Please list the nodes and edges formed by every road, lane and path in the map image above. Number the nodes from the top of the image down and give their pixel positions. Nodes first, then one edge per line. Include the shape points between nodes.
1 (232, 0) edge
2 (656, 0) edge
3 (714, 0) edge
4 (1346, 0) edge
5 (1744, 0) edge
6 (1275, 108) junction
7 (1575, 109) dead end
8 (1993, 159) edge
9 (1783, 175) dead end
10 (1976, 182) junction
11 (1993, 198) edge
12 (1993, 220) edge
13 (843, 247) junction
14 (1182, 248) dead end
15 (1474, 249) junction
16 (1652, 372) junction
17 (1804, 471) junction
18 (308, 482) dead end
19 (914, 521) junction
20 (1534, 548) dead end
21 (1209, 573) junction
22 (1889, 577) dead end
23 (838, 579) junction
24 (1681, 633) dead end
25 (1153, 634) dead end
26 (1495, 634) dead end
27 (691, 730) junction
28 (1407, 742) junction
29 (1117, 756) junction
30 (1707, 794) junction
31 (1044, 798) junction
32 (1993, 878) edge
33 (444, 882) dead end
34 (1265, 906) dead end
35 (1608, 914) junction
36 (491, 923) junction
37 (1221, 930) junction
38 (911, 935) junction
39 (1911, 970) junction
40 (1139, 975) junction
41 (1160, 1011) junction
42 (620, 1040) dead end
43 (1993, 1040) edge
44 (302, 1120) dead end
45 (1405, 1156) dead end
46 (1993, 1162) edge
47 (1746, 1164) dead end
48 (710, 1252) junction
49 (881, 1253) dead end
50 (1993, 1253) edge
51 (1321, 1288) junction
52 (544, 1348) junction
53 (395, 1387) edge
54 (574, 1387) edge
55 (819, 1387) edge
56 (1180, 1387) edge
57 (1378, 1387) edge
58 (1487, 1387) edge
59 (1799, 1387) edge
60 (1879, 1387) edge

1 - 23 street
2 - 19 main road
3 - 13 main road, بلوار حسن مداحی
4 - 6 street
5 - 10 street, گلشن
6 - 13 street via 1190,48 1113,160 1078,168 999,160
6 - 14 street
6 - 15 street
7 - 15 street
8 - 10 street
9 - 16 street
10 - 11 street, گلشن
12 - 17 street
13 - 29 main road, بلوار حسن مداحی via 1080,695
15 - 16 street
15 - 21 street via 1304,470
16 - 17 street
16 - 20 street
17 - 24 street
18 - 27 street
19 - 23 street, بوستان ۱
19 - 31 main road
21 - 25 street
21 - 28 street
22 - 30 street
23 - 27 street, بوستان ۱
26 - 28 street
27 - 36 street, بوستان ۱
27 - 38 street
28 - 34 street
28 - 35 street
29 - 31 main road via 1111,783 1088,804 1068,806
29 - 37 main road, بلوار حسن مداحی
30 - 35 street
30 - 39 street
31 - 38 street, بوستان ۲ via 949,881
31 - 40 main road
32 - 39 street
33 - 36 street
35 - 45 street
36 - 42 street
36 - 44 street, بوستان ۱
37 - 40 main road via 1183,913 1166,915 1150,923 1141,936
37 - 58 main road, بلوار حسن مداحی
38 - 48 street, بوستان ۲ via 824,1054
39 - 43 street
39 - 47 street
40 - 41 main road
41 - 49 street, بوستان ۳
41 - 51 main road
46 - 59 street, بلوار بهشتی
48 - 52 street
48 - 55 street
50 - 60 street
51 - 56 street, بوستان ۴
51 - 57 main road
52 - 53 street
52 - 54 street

────

The expected response is the full set of records, reproduced exactly.

- Response box -
Please list the nodes and edges formed by every road, lane and path in the map image above. Number the nodes from the top of the image down and give their pixel positions. Nodes first, then one edge per line. Include the shape points between nodes.
1 (232, 0) edge
2 (656, 0) edge
3 (714, 0) edge
4 (1346, 0) edge
5 (1744, 0) edge
6 (1275, 108) junction
7 (1575, 109) dead end
8 (1993, 159) edge
9 (1783, 175) dead end
10 (1976, 182) junction
11 (1993, 198) edge
12 (1993, 220) edge
13 (843, 247) junction
14 (1182, 248) dead end
15 (1474, 249) junction
16 (1652, 372) junction
17 (1804, 471) junction
18 (308, 482) dead end
19 (914, 521) junction
20 (1534, 548) dead end
21 (1209, 573) junction
22 (1889, 577) dead end
23 (838, 579) junction
24 (1681, 633) dead end
25 (1153, 634) dead end
26 (1495, 634) dead end
27 (691, 730) junction
28 (1407, 742) junction
29 (1117, 756) junction
30 (1707, 794) junction
31 (1044, 798) junction
32 (1993, 878) edge
33 (444, 882) dead end
34 (1265, 906) dead end
35 (1608, 914) junction
36 (491, 923) junction
37 (1221, 930) junction
38 (911, 935) junction
39 (1911, 970) junction
40 (1139, 975) junction
41 (1160, 1011) junction
42 (620, 1040) dead end
43 (1993, 1040) edge
44 (302, 1120) dead end
45 (1405, 1156) dead end
46 (1993, 1162) edge
47 (1746, 1164) dead end
48 (710, 1252) junction
49 (881, 1253) dead end
50 (1993, 1253) edge
51 (1321, 1288) junction
52 (544, 1348) junction
53 (395, 1387) edge
54 (574, 1387) edge
55 (819, 1387) edge
56 (1180, 1387) edge
57 (1378, 1387) edge
58 (1487, 1387) edge
59 (1799, 1387) edge
60 (1879, 1387) edge

1 - 23 street
2 - 19 main road
3 - 13 main road, بلوار حسن مداحی
4 - 6 street
5 - 10 street, گلشن
6 - 13 street via 1190,48 1113,160 1078,168 999,160
6 - 14 street
6 - 15 street
7 - 15 street
8 - 10 street
9 - 16 street
10 - 11 street, گلشن
12 - 17 street
13 - 29 main road, بلوار حسن مداحی via 1080,695
15 - 16 street
15 - 21 street via 1304,470
16 - 17 street
16 - 20 street
17 - 24 street
18 - 27 street
19 - 23 street, بوستان ۱
19 - 31 main road
21 - 25 street
21 - 28 street
22 - 30 street
23 - 27 street, بوستان ۱
26 - 28 street
27 - 36 street, بوستان ۱
27 - 38 street
28 - 34 street
28 - 35 street
29 - 31 main road via 1111,783 1088,804 1068,806
29 - 37 main road, بلوار حسن مداحی
30 - 35 street
30 - 39 street
31 - 38 street, بوستان ۲ via 949,881
31 - 40 main road
32 - 39 street
33 - 36 street
35 - 45 street
36 - 42 street
36 - 44 street, بوستان ۱
37 - 40 main road via 1183,913 1166,915 1150,923 1141,936
37 - 58 main road, بلوار حسن مداحی
38 - 48 street, بوستان ۲ via 824,1054
39 - 43 street
39 - 47 street
40 - 41 main road
41 - 49 street, بوستان ۳
41 - 51 main road
46 - 59 street, بلوار بهشتی
48 - 52 street
48 - 55 street
50 - 60 street
51 - 56 street, بوستان ۴
51 - 57 main road
52 - 53 street
52 - 54 street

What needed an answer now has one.